Germany too, whilst enjoying an impressive R&D base for the technology never came close to the application of radar as the allies did. Sonar for example, the allies managed to solve its blind spot problems by 1943, which married to the ahead throwing technologies developed in the mid war period, really went a long way to defeating the U-Boats
The active sonar that the German navy equipped its destroyers with never had a blind spot problem, it was significantly superior. The passive sonar was vastly superior, they used a phased array to point the beam.

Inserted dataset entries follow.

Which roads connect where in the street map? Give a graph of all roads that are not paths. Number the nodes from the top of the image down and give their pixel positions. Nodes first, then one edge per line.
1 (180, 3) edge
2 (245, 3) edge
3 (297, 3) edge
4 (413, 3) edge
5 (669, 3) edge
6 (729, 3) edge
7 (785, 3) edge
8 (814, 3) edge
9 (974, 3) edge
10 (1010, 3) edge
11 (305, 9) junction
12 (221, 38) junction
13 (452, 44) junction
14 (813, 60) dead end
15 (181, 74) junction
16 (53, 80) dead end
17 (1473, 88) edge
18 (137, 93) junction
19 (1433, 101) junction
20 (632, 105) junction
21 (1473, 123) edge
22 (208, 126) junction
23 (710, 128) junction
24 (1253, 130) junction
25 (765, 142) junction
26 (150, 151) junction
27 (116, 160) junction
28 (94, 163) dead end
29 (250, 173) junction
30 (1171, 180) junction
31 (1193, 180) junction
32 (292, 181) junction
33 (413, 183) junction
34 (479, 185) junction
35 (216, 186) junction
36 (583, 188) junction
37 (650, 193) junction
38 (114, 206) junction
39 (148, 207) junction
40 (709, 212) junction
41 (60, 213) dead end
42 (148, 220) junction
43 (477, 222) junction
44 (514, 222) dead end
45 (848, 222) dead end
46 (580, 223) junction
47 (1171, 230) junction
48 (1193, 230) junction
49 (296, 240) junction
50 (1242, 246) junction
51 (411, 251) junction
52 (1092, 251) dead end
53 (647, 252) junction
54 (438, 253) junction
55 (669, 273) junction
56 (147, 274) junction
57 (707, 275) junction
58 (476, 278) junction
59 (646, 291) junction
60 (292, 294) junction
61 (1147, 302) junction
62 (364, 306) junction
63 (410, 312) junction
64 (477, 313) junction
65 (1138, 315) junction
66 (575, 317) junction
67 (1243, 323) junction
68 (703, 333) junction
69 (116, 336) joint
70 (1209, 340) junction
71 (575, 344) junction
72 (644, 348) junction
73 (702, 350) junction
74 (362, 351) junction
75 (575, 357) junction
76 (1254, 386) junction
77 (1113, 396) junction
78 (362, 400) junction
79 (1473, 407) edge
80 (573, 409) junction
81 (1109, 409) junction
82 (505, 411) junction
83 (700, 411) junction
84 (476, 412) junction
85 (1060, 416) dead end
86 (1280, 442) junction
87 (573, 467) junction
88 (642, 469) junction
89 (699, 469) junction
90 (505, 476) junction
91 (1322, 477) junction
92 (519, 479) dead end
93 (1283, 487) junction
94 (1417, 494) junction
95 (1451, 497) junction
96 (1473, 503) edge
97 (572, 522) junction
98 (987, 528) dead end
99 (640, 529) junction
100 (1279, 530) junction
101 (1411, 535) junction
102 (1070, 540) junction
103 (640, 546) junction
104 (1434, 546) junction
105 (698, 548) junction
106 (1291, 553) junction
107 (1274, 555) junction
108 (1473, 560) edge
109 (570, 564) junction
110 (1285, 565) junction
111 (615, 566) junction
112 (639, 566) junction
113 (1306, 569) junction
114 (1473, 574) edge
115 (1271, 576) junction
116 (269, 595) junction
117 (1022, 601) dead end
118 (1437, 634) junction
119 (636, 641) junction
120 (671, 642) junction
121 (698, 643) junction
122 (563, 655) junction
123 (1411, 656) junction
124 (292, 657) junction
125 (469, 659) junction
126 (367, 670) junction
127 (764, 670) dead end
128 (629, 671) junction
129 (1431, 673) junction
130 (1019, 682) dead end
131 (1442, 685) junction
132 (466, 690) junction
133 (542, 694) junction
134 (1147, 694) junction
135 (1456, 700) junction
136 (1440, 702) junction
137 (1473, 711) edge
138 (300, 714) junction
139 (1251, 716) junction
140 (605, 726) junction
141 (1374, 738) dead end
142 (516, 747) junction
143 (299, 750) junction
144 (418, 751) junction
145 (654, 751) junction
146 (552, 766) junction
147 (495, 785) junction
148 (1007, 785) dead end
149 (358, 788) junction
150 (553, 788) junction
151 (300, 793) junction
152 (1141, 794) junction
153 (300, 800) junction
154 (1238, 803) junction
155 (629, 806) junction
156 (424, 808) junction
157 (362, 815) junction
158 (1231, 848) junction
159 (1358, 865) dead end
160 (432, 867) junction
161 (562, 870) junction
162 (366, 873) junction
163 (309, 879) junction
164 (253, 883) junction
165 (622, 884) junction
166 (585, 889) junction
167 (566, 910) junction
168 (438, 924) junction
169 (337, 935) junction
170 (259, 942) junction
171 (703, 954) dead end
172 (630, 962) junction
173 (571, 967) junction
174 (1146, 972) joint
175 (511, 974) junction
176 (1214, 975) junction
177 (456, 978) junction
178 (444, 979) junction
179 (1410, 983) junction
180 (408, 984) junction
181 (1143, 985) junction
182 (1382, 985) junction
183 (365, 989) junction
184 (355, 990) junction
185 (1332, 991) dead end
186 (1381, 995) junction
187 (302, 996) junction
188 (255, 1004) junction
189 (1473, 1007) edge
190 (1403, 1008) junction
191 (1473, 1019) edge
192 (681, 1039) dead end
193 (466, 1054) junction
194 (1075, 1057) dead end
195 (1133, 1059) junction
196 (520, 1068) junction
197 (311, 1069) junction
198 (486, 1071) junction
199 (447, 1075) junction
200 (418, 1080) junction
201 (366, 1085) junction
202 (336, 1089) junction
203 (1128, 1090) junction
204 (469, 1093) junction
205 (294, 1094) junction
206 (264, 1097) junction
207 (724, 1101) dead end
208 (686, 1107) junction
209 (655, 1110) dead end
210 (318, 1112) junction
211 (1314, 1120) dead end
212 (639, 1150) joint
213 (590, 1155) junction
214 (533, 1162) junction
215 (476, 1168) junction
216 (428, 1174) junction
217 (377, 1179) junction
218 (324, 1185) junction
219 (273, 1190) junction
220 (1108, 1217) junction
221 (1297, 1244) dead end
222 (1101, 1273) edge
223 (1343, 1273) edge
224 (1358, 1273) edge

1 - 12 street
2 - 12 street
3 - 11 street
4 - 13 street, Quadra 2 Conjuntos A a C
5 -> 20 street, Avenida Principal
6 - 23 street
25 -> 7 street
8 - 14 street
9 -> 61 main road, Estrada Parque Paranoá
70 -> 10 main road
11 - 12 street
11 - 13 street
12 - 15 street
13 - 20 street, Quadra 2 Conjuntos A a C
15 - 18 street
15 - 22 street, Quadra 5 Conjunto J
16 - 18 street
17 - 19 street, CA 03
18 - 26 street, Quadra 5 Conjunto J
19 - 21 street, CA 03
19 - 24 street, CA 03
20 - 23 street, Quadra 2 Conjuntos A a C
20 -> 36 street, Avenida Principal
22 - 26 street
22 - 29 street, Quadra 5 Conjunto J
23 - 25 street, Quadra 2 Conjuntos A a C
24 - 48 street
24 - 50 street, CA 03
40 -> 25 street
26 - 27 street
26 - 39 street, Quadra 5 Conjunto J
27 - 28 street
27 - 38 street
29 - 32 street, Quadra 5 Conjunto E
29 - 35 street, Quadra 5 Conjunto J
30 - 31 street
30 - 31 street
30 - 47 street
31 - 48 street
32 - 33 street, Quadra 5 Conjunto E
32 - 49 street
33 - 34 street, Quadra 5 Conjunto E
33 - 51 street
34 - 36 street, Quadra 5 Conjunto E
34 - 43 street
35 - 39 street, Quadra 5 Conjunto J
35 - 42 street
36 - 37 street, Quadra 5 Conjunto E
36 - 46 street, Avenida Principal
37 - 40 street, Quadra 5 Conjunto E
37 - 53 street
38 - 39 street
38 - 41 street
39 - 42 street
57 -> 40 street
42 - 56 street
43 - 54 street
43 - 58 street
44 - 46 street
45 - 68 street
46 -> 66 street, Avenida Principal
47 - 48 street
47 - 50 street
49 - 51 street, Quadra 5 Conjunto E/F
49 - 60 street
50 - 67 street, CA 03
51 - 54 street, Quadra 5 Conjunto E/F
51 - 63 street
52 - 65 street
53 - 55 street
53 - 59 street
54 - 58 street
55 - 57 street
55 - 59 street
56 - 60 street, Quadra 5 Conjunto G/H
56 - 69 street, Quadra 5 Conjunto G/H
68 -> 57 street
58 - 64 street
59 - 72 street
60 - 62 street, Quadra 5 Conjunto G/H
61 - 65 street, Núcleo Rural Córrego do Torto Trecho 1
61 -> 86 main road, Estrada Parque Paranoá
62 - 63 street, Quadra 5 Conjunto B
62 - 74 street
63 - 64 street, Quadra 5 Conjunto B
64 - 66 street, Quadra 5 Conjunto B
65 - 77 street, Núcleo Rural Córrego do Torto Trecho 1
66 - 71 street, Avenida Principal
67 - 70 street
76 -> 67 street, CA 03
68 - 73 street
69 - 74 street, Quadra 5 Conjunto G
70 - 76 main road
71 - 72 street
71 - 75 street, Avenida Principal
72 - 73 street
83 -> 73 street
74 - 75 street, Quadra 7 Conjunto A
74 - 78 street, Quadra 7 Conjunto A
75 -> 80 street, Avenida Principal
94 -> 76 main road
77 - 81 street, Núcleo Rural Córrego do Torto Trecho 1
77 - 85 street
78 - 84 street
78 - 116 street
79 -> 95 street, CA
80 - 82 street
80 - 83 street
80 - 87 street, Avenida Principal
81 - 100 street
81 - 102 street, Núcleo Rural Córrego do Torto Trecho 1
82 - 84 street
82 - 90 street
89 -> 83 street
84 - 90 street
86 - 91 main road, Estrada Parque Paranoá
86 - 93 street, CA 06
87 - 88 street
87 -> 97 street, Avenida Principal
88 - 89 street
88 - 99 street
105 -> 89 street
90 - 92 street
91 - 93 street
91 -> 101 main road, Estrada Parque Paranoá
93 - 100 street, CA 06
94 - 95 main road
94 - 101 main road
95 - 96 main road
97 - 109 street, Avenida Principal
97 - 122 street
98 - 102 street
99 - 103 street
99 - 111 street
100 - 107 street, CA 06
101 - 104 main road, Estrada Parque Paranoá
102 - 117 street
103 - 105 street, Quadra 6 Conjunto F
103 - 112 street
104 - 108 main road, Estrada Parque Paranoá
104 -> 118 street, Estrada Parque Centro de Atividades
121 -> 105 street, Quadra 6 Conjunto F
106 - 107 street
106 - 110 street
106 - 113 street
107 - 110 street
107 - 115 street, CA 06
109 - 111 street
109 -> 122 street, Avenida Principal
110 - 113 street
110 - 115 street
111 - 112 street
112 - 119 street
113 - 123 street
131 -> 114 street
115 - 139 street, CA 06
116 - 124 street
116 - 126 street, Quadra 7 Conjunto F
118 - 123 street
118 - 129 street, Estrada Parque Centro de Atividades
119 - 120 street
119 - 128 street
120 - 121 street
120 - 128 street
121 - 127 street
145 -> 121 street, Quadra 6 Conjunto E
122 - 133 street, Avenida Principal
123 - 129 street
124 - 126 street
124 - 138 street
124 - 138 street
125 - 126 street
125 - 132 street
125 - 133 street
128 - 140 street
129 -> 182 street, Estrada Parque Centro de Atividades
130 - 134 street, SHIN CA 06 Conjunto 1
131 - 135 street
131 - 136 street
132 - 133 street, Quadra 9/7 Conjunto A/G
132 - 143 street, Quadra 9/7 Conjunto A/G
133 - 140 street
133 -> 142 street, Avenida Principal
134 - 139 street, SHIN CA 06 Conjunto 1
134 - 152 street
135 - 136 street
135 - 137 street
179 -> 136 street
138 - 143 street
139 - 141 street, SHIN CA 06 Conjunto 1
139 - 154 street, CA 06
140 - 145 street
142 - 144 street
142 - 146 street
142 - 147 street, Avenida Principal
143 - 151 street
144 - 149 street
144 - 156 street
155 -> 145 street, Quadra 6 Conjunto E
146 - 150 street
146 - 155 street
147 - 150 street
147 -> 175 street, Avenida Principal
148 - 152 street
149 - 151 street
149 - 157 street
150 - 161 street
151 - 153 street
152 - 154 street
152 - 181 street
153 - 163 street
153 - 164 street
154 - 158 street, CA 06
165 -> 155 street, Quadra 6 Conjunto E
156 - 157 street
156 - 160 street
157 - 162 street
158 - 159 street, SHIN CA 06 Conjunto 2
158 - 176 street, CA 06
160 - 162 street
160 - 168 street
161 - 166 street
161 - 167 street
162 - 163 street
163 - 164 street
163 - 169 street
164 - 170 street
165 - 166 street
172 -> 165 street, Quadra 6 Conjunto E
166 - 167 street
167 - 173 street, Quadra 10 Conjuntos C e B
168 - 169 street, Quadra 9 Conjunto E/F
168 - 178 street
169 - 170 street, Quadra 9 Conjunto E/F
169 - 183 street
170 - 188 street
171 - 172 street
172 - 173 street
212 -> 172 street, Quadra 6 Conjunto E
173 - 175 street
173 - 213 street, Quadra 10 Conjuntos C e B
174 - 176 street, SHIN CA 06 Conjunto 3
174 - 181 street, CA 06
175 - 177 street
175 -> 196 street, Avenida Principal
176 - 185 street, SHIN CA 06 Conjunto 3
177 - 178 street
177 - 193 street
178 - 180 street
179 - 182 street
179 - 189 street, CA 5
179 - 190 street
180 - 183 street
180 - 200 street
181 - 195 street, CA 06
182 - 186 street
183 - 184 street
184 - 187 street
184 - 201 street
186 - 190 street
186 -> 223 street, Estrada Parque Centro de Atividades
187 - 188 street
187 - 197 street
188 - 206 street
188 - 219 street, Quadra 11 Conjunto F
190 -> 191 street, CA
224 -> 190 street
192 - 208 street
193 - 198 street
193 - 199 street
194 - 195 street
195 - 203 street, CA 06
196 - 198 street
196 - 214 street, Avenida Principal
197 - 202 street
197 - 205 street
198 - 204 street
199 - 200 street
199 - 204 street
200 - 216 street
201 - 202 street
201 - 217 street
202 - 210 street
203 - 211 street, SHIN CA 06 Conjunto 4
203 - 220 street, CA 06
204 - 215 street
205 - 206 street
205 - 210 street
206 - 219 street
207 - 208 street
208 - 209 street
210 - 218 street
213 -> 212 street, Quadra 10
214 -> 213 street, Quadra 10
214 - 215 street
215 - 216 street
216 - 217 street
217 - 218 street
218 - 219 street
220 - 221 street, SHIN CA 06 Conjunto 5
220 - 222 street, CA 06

For both radar and asdic, it was not the invention itself that was the secret. Both sides knew of it, and in some respects the germans were technologically superior to the allies. The secrets were the manner and ways that these devices were used, and put simply the allies just put the hammers dowen and were never seriously challenged in either of those fields. Japan and italy, for example,. were about 5-10 years behind the allies in the development of radar, mostly because of an under-developed electronics industry.
The Germans invented radar first not the British. Clearly though the British developed theirs independently. In the key milestones they were ahead of the British by 1 year to a month. Mention should also be made of a pulse echo radar altimeter the USA had developed and demonstrated in 1925 that would have detected aircraft and that once the US had the idea its General Electric SCR270/268 radars were more useful than Chain Home and based entirely on US technology.
If the following is used as the determinant it was the Germans that first detected and found the range to an aircraft (rather than just measure its presence as Watson Watt did a few months later as his proof of concept) and they were the first to detect a seaborn target some time before. All dates in Harry von Krogge's "GEMA, Birthplace of radar".
Radar was an invention of the German Navy. It was the brainchild of Freiherr von Kunhold an Admiral and the Physicist in charge of the signals Branch of the German Navy. After finding fundamental physical limitations in using sonar for blind fire control his idea is to extend the pulse echo techniques in sonar to the radio frequency field.
After being somewhat insolently rejected by Dr Runge of Telefunken (which would cause future problems) he approached two companies "Tonograqphie" that produced sound recording equipment for training sonar operators and that when incorporated became the GEMA that produced Seetakt and a company called Pintsch.
Pintsch produced a 13.5cm microwave radar that eventually grew to 0.6W output power and could detect a destroyer at about 1km. It used microwaves but the Barkhausen-Kurz vacuum tube was incapable of higher power outputs. No suitable magnetrons existed anywhere in the world at the time that could operate at centimetric frequencies. The value of microwaves was understood by some in Germany but the only tube that could generate them anywhere in the world was the Barkhausen-Kurz.
Tonographie initially used a commercially available 50cm split anode magnetron from Philips soon replaced by a more powerful Telefunken unit producing 4kW. This could range ships and aircraft to about 10km. The Germans could even use lobe switching in 1936 to 0.05 degrees for blind fire but the idea was rejected as too complex at the time.
When the Germans entered the war they had a radar that could fit on a destroyer with a narrow beam width that could detect and accurately locate a periscope or submarine conning tower. It took the British 2 years to come up with something as capable. It required microwave radar.
Instead of persisting with the 50cm split anode magnetrons of they changed to pair of acorn valves with a resonator printed on a ceramic printed circuit board operating at (tunable 70cm to 90cm) because 50-60 was reserved for FLAK radar.
Allied radars created their pulse by dumping a huge 'spark' like an automotive ignition coil into the tube. The Germans turned the tube on and off via its control grid and so were able to precisely control frequency and phase which was locked with a oscillator. They had less power but could get the same range an accuracy and some other information to boot such as Doppler.
Allied radar pulled ahead only after early 1943 and by late 1944 the German had caught up.